さらに、ほかにも、脱毛エステの契約をめぐっては多くのトラブルが起きていて、例えば、
▼ 納得がいかず、途中で解約しようとしたら、高額な違約金を請求された
▼ 返金を断られた。
▼ 契約してすぐにクーリング・オフを申し出たら、「アフターケアに」と買わされた高額な化粧品については、クーリング・オフできないと言われた。
消費生活センターには、こうした相談も寄せられています。

【脱毛エステの契約をする場合、どのような点に注意をしたらいいでしょうか?】
国民生活センターやこの問題に詳しい弁護士などは
▼ 「通い放題」と勧誘を受けた場合でも、自分の肌にあっていなかったり、近くの店が閉まったりして、解約せざるを得ない。あるいは倒産もあるかもしれない。ということを考え、慎重に契約すること。
▼ 有料のサービスの期間や回数。さらに、中途解約できる期間や返金のしくみ。分割払いの場合は、支払いの期間や回数などを確認すること。

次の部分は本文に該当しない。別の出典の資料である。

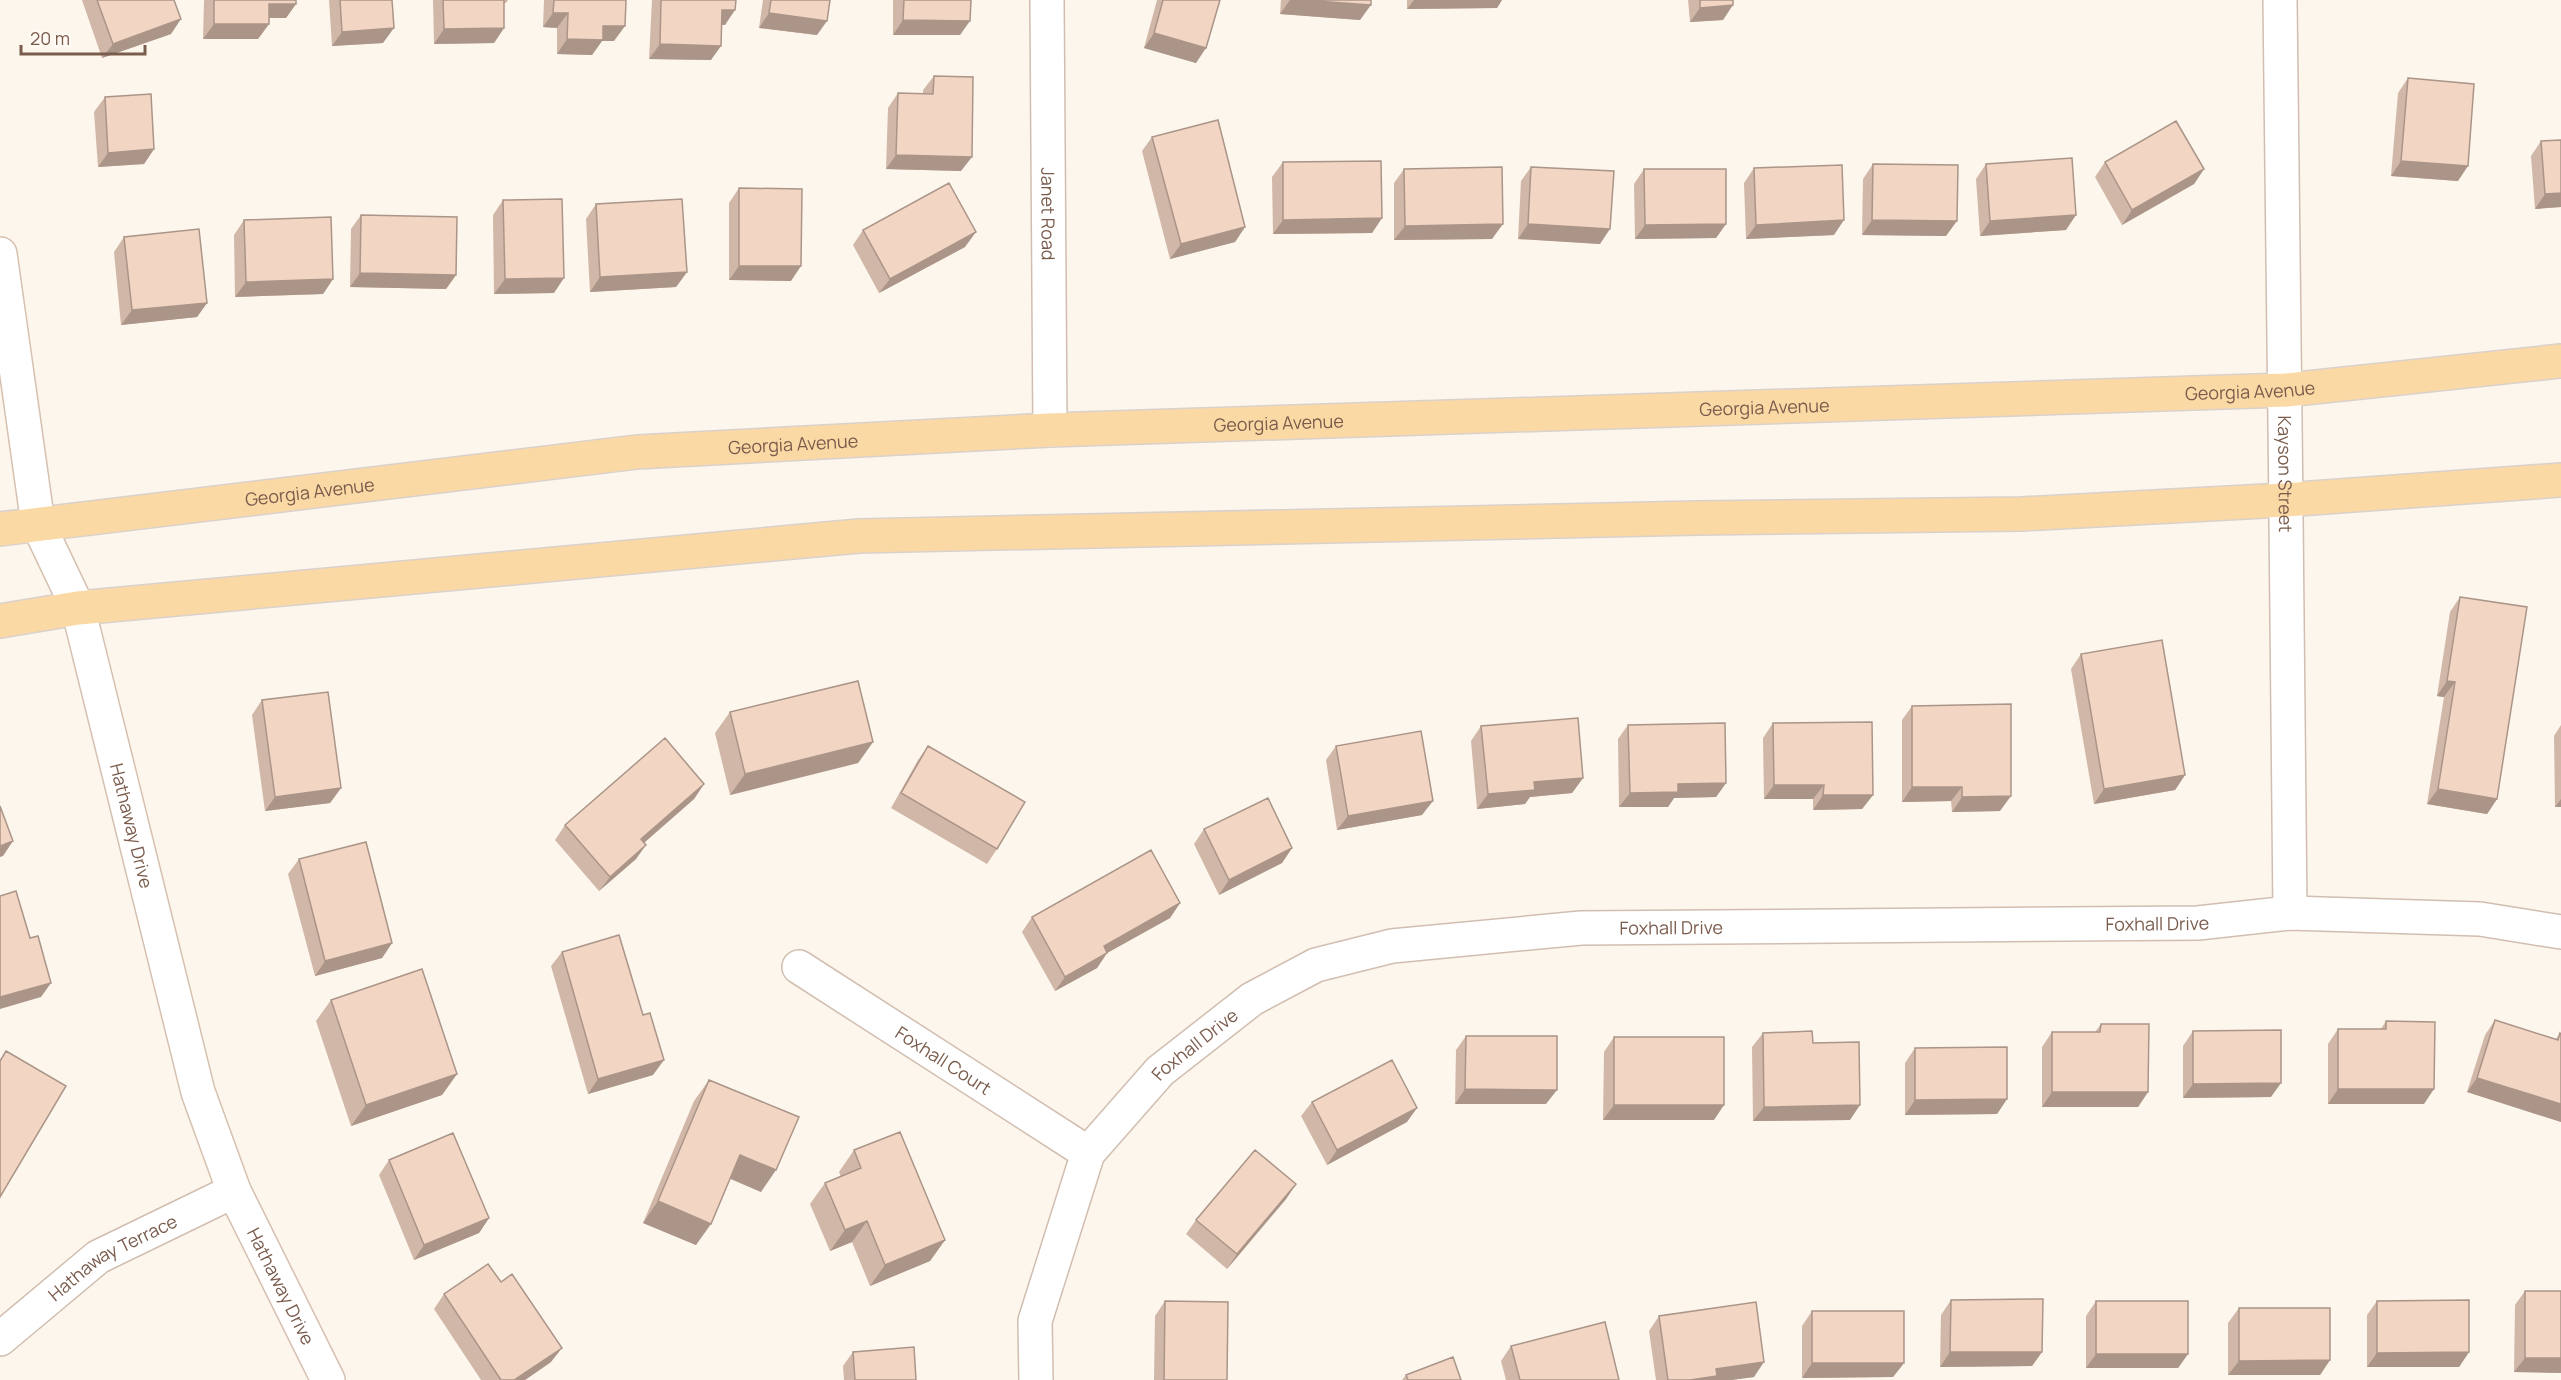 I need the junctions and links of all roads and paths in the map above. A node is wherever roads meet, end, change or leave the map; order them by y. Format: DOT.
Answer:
graph roads {
  1 [pos="1047,0"];
  2 [pos="2280,0"];
  3 [pos="0,254"];
  4 [pos="2561,361"];
  5 [pos="2286,390"];
  6 [pos="1050,430"];
  7 [pos="2561,480"];
  8 [pos="2284,500"];
  9 [pos="38,524"];
  10 [pos="0,529"];
  11 [pos="78,608"];
  12 [pos="0,621"];
  13 [pos="2290,913"];
  14 [pos="2561,932"];
  15 [pos="799,967"];
  16 [pos="1088,1153"];
  17 [pos="234,1191"];
  18 [pos="0,1339"];
  19 [pos="328,1380"];
  20 [pos="1036,1380"];
  1 -- 6 [label="street, Janet Road"];
  2 -- 5 [label="street, Kayson Street"];
  3 -- 9 [label="street, Hathaway Drive"];
  4 -- 5 [label="main road, Georgia Avenue"];
  5 -- 6 [label="main road, Georgia Avenue"];
  5 -- 8 [label="street, Kayson Street"];
  6 -- 9 [label="main road, Georgia Avenue"];
  7 -- 8 [label="main road"];
  8 -- 11 [label="main road"];
  8 -- 13 [label="street, Kayson Street"];
  9 -- 10 [label="main road, Georgia Avenue"];
  9 -- 11 [label="street, Hathaway Drive"];
  11 -- 12 [label="main road"];
  11 -- 17 [label="street, Hathaway Drive"];
  13 -- 14 [label="street, Foxhall Drive"];
  13 -- 16 [label="street, Foxhall Drive"];
  15 -- 16 [label="street, Foxhall Court"];
  16 -- 20 [label="street, Foxhall Drive"];
  17 -- 18 [label="street, Hathaway Terrace"];
  17 -- 19 [label="street, Hathaway Drive"];
}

▼ そして「きょうなら、割安」「現金払いなら、割安」といった勧誘を受けた場合、資金繰りが厳しい事業者かもしれません。注意が必要だということです。
▼ その上で、トラブルになった場合、近くの消費生活センターに相談をしていただきたいと思います。全国共通で188の電話番号から、つながる仕組みになっています。
ただ、消費者が注意をしても、限界があります。いずれ事業が成り立たなくなる可能性が高い勧誘については、法的な規制を明確にするとともに、悪質な事業者については指導などの処分を強化する、といった、消費者庁の対応も求められるのではないか、と思います。

非常に関心が高くニーズもあるサービスだけに、誰もが安心して利用できるよう、政府・業界あげて取り組んでほしいと思います。